Sicily’s History - an “Eternal Reoccurrence”

Tom Verso (October 02, 2009)
They came to possess Sicily from the East (Greeks: Ancient & Orthodox); South (Phoenicians & Arabs); West (Spain) and North (Rome, France & Piedmont)…Next?


The renown 19th century historian and classical scholar Edward A. Freeman, in an 1879 essay “Sicilian Cycles”, defined “Historical Cycles” as  “events that seem to reproduce themselves in the history of the same nation…It is a return on the part of a country to the state of things essentially the same as a state of things many ages older.”

He went on to write: “The history of Sicily is a series of cycles…there is no European country where events have repeated themselves in so remarkable a way as they have done in Sicily…The repetition is so exact that it almost passes the stage of parallelism and reaches that of identity.” Further: “The history of Sicily is wholly misunderstood if it is taken, as it often is, for merely part of the history of Italy.” (Historical Essays; Macmillan, 1879). 

Specifically, Freeman is referring to the history of the repeated attempts of  European, Middle Eastern and North African powers to possess the magnificent and incomparable island of Sicily.

At the dawn of the 1st millennium BC the Phoenicians, a Middle Eastern people, reaching out from their colonies in North Africa, began to settle in western Sicily.  In the 8th century BC, the Greeks began to arrive on the east coast.  Syracuse was the main Greek city and present day Palermo was founded by the Phoenicians.  As each expanded, the indigenous Latin speaking people Sicels were pushed into the mountains and to the northern shore.  (Note: The historian A. J. Toynbee argued that some Sicels pushed out of Sicily were the founders of Rome. See link “Sicilian Lights on Roman Origins).

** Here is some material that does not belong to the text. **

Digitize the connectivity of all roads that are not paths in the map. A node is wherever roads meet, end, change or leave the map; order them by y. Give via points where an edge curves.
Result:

The Greeks and Phoenicians expanded to the point that they came into conflict leading to war.  The Phoenicians sacked the Greek city Akragas (present day Agrigento) and the Greeks under the leadership of Agathokles carried the war to Africa attacking Phoenician cities.

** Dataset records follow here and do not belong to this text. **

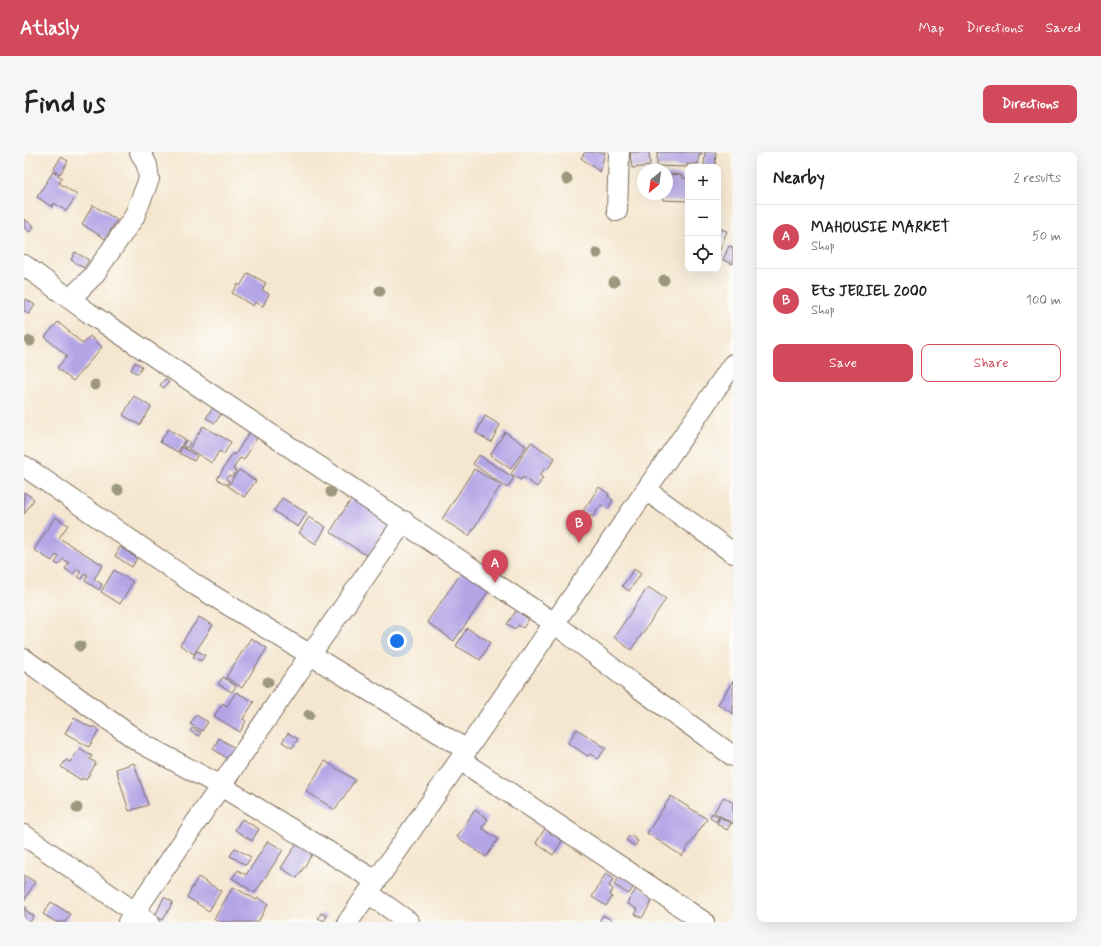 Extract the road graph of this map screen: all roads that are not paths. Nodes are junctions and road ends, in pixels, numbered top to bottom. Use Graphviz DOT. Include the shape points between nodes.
graph roads {
  1 [pos="140,152"];
  2 [pos="618,152"];
  3 [pos="617,211"];
  4 [pos="24,265"];
  5 [pos="70,299"];
  6 [pos="733,364"];
  7 [pos="24,466"];
  8 [pos="646,490"];
  9 [pos="404,521"];
  10 [pos="733,553"];
  11 [pos="554,623"];
  12 [pos="310,655"];
  13 [pos="24,659"];
  14 [pos="463,755"];
  15 [pos="733,756"];
  16 [pos="221,786"];
  17 [pos="24,836"];
  18 [pos="372,887"];
  19 [pos="137,919"];
  20 [pos="348,922"];
  21 [pos="409,922"];
  22 [pos="704,922"];
  1 -- 5 [label="street" via="147,165 149,179 134,217 93,276"];
  2 -- 3 [label="street"];
  4 -- 5 [label="street"];
  5 -- 9 [label="street"];
  6 -- 8 [label="street"];
  7 -- 12 [label="street" via="197,586"];
  8 -- 10 [label="street"];
  8 -- 11 [label="street"];
  9 -- 11 [label="street"];
  9 -- 12 [label="street"];
  11 -- 14 [label="street"];
  11 -- 15 [label="street"];
  12 -- 14 [label="street"];
  12 -- 16 [label="street"];
  13 -- 16 [label="street" via="141,743"];
  14 -- 18 [label="street"];
  14 -- 22 [label="street"];
  16 -- 18 [label="street"];
  16 -- 19 [label="street"];
  17 -- 19 [label="street"];
  18 -- 20 [label="street"];
  18 -- 21 [label="street"];
} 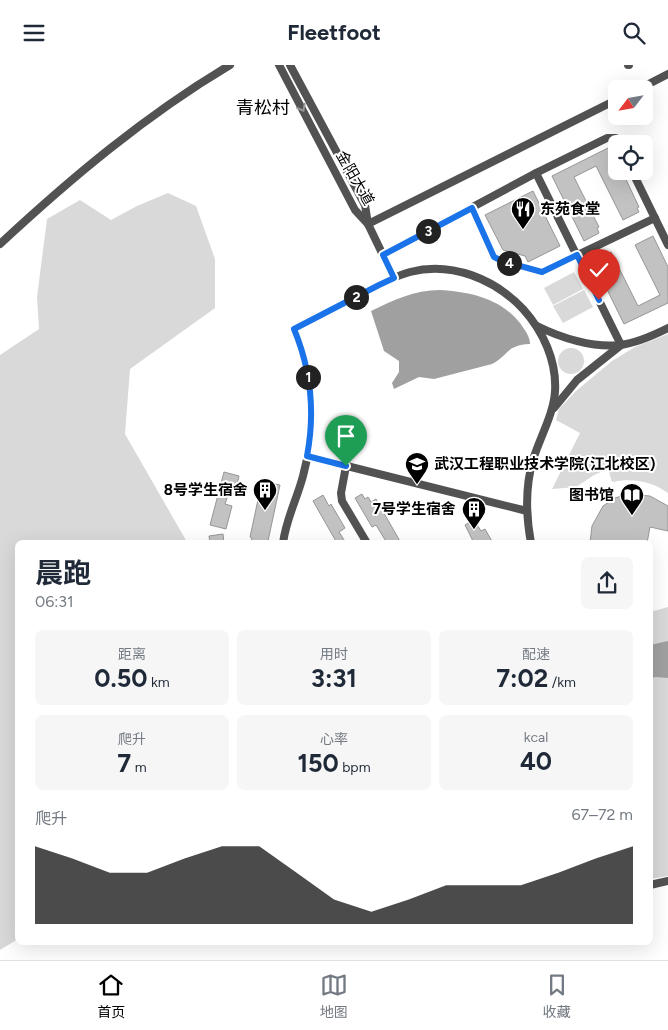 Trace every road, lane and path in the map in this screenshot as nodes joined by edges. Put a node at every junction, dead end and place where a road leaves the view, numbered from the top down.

Finally, out of Italy the Romans came defeating both the Greeks and Phoenicans taking possession of all of Sicily.  Ironically, à la Toynbee’s argument, Freeman observes: “Sicily came into closes connexion with Italy under the rule of a city whose first settlers were most likely closely akin to her own Sicels.”  (Could it be that the Romans coming to Sicily were de facto avenging their Sicilian progenitors? A fascinating thought!) From Sicilian bases, the Romans took the war to the Phoenicians destroying their capital city Carthage and taking control of North Africa. 

After the fall of the Roman Empire, heirs to the ancient Greeks, the Eastern Greek Orthodox Empire, again returned to Sicily.  Also, Middle Eastern Arabs, like Middle Eastern Phoenician predecessors, again colonized North Africa and Sicily. Again, war broke out between Greeks and Middle Easterner/North Africans; and, again Sicily was the main battleground.  And, again a force came out of Italy to settle the issue.  The Normans took control of Sicily, as the Romans did before them.  And, as the Romans before them, the Normans again used Sicily as a base to attack North Africa.

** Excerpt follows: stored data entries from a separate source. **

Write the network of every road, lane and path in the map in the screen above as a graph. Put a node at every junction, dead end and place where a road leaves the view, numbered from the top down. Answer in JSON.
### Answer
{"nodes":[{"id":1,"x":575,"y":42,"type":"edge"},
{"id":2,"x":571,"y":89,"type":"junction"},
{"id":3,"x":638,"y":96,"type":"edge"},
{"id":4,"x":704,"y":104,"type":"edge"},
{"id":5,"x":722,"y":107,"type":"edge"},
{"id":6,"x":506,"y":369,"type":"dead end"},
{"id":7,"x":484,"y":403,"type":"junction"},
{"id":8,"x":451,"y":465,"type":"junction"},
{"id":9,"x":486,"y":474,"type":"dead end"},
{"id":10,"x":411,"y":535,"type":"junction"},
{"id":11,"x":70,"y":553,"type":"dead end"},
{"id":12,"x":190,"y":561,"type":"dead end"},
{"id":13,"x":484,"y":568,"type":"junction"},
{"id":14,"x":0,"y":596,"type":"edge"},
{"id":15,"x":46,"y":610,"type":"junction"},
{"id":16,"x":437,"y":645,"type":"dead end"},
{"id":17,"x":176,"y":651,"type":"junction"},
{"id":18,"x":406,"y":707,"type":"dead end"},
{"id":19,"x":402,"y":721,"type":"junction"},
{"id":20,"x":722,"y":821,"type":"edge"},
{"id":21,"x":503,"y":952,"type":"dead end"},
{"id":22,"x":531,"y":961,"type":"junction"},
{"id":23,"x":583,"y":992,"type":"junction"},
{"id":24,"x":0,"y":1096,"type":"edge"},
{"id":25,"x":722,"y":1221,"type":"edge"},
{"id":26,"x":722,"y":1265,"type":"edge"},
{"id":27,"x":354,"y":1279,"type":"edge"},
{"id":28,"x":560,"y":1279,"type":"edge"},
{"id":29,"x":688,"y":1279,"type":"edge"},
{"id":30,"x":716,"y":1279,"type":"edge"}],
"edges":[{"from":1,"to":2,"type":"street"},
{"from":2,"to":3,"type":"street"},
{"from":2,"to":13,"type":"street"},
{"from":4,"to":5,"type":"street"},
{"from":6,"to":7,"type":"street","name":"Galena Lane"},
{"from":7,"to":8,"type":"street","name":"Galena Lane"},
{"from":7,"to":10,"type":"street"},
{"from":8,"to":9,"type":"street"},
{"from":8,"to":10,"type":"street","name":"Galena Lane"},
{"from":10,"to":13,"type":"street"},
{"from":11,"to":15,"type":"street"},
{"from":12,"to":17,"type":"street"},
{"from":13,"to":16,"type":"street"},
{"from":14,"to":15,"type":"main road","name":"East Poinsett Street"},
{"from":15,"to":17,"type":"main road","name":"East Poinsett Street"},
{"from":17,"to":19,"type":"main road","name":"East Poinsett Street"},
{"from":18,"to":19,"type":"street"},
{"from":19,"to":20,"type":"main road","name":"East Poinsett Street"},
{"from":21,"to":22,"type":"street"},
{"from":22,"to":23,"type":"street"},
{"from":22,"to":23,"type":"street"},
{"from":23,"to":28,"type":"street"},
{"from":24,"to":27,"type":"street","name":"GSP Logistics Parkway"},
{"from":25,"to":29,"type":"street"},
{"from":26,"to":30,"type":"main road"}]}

The Norman possession of Sicily eventually gave way to various European monarchies: Austrian, French, and Spanish.  In 1860, again a force came out of Italy to take possession of Sicily - the Northern Italian Piedmontians. Sicily was forcefully unified with the rest of Piedmont controlled Italy. 

Again, like the Romans and the Normans, after taking possession of Sicily the Piedmontian Italian Prime Minister Giovanni Giolitti used Sicily as a base to attack and colonize Middle East Turkey’s North African possession (Italo-Turkish War 1911).

In sum, as Freedman observed, the history of Sicily is cyclical; i.e.  “events seem to reproduce themselves in its history.”  At the center of the Mediterranean basin, all countries in the Mediterranean world covet Sicily.  Since the Ancient Egyptians, priest, philosophers, historians, economist have pondered apparent reoccurring patterns in the immense diversity of history.  Once having found such patterns, the next question is what does the future hold if the pattern persists?  Given the 3,000-year cyclic pattern of Sicily’s history; one wonders who and when the next possessor will come forth?